- [About this exercise]: Among the entries, find each line that includes the string "Drive" and list it.

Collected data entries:
____________
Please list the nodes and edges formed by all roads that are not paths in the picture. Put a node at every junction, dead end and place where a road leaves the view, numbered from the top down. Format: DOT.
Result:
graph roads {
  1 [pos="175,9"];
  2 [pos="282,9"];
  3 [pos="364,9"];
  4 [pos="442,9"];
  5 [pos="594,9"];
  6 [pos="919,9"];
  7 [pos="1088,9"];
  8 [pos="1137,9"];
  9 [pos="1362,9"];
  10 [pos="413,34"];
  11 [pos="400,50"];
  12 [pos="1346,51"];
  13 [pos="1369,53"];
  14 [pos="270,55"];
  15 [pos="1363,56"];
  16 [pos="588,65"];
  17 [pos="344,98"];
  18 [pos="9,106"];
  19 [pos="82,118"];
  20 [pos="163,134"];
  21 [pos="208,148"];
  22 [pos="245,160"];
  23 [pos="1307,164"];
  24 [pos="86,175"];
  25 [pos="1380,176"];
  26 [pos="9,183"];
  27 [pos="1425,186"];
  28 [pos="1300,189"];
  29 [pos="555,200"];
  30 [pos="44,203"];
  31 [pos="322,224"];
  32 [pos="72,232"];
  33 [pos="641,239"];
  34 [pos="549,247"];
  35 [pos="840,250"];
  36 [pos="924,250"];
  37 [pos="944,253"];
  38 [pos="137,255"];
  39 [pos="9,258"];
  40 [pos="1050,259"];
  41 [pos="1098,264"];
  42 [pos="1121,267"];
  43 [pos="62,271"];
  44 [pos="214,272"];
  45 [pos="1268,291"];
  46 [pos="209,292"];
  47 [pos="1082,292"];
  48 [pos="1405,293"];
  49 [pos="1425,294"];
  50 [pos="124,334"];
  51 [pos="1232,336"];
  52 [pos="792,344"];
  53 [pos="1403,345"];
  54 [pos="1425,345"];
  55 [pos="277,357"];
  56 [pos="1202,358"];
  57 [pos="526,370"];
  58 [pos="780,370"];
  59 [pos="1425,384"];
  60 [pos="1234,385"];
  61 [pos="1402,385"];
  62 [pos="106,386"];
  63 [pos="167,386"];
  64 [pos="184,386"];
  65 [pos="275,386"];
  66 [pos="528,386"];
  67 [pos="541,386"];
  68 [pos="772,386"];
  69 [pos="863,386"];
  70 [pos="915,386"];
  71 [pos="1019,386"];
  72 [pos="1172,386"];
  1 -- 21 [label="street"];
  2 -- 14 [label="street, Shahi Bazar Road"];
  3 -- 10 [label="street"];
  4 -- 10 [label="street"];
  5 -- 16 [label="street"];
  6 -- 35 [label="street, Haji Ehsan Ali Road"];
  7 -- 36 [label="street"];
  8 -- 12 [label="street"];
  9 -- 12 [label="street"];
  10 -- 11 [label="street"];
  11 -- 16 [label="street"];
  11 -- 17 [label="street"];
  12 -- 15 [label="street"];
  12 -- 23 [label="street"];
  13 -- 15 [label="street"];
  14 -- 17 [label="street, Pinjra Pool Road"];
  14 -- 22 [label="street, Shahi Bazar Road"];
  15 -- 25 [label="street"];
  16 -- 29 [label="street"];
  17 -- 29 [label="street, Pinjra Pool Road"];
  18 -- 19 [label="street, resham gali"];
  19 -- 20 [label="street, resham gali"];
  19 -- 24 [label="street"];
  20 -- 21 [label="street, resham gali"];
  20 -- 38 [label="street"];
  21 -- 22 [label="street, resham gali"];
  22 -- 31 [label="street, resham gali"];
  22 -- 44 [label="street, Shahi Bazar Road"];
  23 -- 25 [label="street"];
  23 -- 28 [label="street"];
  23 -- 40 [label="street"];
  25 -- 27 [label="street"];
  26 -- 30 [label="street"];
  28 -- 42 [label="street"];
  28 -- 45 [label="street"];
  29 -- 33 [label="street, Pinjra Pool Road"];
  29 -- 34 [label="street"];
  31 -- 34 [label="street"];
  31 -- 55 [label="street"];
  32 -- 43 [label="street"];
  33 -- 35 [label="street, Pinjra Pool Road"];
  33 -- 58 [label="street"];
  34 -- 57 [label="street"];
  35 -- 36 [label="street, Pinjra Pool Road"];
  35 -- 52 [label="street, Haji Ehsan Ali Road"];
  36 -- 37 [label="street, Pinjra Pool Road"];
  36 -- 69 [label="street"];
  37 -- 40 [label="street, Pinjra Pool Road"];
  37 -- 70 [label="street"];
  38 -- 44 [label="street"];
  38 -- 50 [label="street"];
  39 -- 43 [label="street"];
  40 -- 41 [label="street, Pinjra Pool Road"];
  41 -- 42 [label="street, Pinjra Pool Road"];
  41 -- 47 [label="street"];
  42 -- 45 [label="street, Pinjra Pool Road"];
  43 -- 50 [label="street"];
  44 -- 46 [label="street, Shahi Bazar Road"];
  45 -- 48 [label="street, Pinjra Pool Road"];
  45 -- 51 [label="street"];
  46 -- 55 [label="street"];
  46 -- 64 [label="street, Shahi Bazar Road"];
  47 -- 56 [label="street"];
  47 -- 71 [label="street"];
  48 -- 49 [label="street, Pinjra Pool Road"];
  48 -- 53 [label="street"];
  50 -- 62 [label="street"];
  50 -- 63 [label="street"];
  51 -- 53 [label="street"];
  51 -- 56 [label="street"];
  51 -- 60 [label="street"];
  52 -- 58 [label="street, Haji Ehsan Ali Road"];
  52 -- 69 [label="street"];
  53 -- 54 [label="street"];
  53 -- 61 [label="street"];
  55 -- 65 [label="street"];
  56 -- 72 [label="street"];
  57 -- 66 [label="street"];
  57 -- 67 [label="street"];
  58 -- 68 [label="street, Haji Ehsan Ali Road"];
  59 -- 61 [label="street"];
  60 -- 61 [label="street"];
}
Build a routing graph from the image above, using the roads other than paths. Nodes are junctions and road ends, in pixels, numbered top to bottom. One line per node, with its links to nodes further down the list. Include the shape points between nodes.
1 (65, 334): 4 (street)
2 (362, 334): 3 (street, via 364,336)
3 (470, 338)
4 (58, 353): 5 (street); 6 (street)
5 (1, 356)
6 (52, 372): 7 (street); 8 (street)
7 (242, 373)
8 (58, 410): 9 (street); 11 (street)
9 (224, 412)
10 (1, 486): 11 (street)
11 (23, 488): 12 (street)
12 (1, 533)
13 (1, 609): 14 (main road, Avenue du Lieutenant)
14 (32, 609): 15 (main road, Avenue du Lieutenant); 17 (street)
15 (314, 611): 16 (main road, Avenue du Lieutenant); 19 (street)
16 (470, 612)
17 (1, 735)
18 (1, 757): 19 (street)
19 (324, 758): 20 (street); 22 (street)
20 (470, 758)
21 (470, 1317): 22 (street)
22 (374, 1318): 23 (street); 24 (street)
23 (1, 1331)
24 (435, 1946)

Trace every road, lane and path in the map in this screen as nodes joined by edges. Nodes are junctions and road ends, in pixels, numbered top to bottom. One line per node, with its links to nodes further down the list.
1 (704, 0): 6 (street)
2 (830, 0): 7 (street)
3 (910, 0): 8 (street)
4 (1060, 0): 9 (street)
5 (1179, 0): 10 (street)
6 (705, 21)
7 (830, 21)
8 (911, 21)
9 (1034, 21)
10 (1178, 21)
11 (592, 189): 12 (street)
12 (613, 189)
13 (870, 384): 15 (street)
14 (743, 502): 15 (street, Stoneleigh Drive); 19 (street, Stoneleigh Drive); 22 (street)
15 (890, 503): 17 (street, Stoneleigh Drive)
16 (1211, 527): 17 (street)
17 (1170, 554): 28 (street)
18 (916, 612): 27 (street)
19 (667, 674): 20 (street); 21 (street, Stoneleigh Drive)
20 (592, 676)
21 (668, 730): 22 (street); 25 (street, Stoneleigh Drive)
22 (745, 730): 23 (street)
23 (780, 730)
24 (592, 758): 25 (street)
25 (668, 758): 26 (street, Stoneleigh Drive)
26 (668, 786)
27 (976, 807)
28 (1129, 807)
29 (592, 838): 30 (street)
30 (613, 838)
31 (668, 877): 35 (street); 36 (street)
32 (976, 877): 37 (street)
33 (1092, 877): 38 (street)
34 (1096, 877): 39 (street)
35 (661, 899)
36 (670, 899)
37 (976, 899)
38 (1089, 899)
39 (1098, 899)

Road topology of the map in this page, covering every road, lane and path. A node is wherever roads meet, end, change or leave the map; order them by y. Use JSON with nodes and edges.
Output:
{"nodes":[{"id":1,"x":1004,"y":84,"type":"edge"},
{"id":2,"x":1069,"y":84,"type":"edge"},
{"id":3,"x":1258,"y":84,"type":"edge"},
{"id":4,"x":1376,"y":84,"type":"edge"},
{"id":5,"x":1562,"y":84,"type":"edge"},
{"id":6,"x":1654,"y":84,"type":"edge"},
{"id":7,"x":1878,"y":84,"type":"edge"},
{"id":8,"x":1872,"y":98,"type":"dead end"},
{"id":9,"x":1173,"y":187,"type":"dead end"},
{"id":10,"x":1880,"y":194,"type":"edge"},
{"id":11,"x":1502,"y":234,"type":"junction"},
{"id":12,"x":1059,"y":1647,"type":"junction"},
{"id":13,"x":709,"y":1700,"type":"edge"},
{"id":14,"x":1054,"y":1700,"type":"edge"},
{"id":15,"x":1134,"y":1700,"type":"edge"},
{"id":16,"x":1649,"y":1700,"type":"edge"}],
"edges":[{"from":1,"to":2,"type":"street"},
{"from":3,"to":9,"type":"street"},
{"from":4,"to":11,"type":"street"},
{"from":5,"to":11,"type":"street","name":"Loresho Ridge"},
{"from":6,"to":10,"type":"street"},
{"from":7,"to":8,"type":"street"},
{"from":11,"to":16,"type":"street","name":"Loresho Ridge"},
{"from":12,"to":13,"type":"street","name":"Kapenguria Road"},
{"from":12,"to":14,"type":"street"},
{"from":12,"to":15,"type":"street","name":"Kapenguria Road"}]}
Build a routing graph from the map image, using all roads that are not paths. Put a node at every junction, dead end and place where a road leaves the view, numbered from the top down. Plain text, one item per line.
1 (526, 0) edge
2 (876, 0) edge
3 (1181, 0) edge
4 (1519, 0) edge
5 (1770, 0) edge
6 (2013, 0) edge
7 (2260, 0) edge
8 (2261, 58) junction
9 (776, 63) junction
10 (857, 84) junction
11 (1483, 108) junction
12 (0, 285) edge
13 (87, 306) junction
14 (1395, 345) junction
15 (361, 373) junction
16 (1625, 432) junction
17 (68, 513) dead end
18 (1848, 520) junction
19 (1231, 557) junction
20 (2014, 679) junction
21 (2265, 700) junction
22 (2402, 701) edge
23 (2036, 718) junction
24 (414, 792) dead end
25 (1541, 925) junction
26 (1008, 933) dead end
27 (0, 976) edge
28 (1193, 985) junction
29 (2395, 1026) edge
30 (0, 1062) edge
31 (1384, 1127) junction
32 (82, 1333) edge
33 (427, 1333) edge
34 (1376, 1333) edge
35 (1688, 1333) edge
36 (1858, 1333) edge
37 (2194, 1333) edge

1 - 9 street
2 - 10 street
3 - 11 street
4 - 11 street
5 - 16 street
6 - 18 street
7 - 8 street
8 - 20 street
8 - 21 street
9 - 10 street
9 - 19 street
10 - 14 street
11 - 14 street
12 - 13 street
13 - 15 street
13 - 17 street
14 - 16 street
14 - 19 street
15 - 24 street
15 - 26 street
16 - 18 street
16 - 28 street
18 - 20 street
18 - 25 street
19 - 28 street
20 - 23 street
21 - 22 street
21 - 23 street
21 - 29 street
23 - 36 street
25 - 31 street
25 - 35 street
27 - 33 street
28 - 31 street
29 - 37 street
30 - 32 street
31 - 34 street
____________
- [Solution to this task]:
14 (743, 502): 15 (street, Stoneleigh Drive); 19 (street, Stoneleigh Drive); 22 (street)
15 (890, 503): 17 (street, Stoneleigh Drive)
19 (667, 674): 20 (street); 21 (street, Stoneleigh Drive)
21 (668, 730): 22 (street); 25 (street, Stoneleigh Drive)
25 (668, 758): 26 (street, Stoneleigh Drive)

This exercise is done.